Build uWSGI plugins for python3.8 and gevent

cd /usr/local/uwsgi-2.0.19.1
PYTHON=python3.8 ./uwsgi --build-plugin "plugins/python python38"
PYTHON=python3.8 ./uwsgi --build-plugin "plugins/gevent gevent"

Allow uWSGI to be runnable

mkdir -p /usr/local/bin
mkdir -p /etc/uwsgi/sites # to store the site configuration
ln -sf /usr/local/uwsgi-2.0.19.1/uwsgi /usr/local/bin/uwsgi
ln -sf /usr/local/uwsgi-2.0.19.1 /usr/local/uwsgi

Create a service file for uWSGI emperor

Of course since web servers are generally over provisioned we are going to use uWSGI emperor mode. I love this feature of uWSGI.

If you need to deploy a big number of apps on a single server, or a group of servers, the Emperor mode is just the ticket. It is a special uWSGI instance that will monitor specific events and will spawn/stop/reload instances (known as vassals, when managed by an Emperor) on demand.
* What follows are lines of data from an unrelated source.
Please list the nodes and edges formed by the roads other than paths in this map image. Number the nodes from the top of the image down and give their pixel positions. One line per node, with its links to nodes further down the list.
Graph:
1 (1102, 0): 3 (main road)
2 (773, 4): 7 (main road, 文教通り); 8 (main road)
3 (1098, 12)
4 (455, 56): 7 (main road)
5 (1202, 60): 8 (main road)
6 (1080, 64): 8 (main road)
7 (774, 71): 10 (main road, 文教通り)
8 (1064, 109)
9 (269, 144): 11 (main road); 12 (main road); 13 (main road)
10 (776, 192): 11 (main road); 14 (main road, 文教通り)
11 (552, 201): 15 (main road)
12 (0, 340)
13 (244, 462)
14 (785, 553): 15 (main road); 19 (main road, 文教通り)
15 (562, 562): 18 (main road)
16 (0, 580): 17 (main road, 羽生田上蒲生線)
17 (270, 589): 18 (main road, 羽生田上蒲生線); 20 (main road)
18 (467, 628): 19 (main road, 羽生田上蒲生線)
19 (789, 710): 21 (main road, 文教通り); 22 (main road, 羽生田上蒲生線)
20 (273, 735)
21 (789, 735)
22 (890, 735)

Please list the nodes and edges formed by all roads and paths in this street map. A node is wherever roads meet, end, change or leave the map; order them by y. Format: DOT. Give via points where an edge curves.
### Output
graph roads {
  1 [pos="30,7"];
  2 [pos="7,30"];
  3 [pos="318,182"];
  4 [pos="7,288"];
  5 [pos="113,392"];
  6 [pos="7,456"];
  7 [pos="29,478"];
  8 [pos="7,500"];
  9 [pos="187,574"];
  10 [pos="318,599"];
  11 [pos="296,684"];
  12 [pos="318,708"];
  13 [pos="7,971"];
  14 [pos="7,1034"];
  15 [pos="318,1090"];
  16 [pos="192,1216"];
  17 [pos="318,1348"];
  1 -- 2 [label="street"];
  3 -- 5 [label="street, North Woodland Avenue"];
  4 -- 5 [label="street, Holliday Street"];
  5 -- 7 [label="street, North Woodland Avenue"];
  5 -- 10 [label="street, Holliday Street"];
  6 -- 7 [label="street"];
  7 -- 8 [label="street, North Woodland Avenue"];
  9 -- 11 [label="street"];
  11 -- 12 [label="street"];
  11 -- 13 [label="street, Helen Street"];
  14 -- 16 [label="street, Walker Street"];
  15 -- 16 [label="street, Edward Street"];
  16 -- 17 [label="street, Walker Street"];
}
Create the emperor service file at /etc/systemd/system/emperor.uwsgi.service with the following contents:

[Unit]
Description=uWSGI Emperor
After=syslog.target

[Service]
ExecStart=/usr/local/bin/uwsgi --emperor /etc/uwsgi/sites --pidfile=/tmp/uwsgi.pid
# Requires systemd version 211 or newer
RuntimeDirectory=uwsgi
Restart=always
KillSignal=SIGQUIT
Type=notify
StandardError=syslog
NotifyAccess=all

[Install]
WantedBy=multi-user.target

Start and enable the uwsgi emperor service

systemctl daemon-reload
systemctl start emperor.uwsgi.service
systemctl enable emperor.uwsgi.service

configure the ini file

I will include a full configuration file as this step can be difficult to debug if you run into issues. The key config variable to use websocks are

  • http-socket = /tmp/name-of-socket.sock
  • http-websockets = true
  • gevent = 1000
  • plugin = gevent
[uwsgi]
http-socket = /tmp/meld.conveyor.dev.sock
chmod-socket = 666
http-websockets = true
gevent = 1000
chdir = /www/http/meld.conveyor.dev
home = venv
plugins-dir = /usr/local/uwsgi
plugin = python38
plugin = gevent
processes = 1
threads = 1
uid = conveyor
pid = www-data
wsgi-file = app.py
vacuum = true
callable = app
die-on-term = true

Configure NGINX

Create a location to proxy /socket.io requests to the socket

server {

server_name meld.conveyor.dev;
root /home/conveyor/meld.conveyor.dev/_meld;
location / {
    try_files $uri @proxy_to_app;
}
location /socket.io {
    include proxy_params;
    proxy_http_version 1.1;
    proxy_set_header Upgrade $http_upgrade;
    proxy_set_header Connection "upgrade";
    proxy_pass http://unix:/tmp/meld.conveyor.dev.sock;
}
location @proxy_to_app {
    include uwsgi_params;
    proxy_http_version 1.1;
    proxy_set_header Upgrade $http_upgrade;
    proxy_set_header Connection "upgrade";
    proxy_pass http://unix:/tmp/meld.conveyor.dev.sock;
}

include general.conf;

listen 443 ssl; # managed by Certbot
ssl_certificate /etc/letsencrypt/live/meld.conveyor.dev/fullchain.pem; # managed by Certbot
ssl_certificate_key /etc/letsencrypt/live/meld.conveyor.dev/privkey.pem; # managed by Certbot
include /etc/letsencrypt/options-ssl-nginx.conf; # managed by Certbot
ssl_dhparam /etc/letsencrypt/ssl-dhparams.pem; # managed by Certbot
}

server {
if ($host = meld.conveyor.dev) {
return 301 https://$host$request_uri;
} # managed by Certbot

listen 80;

server_name meld.conveyor.dev;
return 404; # managed by Certbot

}

With all of that configured you can serve your application with WebSockets enabled. It's a bit of a process to set up. Luckily, Flask-Meld applications with WebSocket support can now be deployed with Conveyor.dev.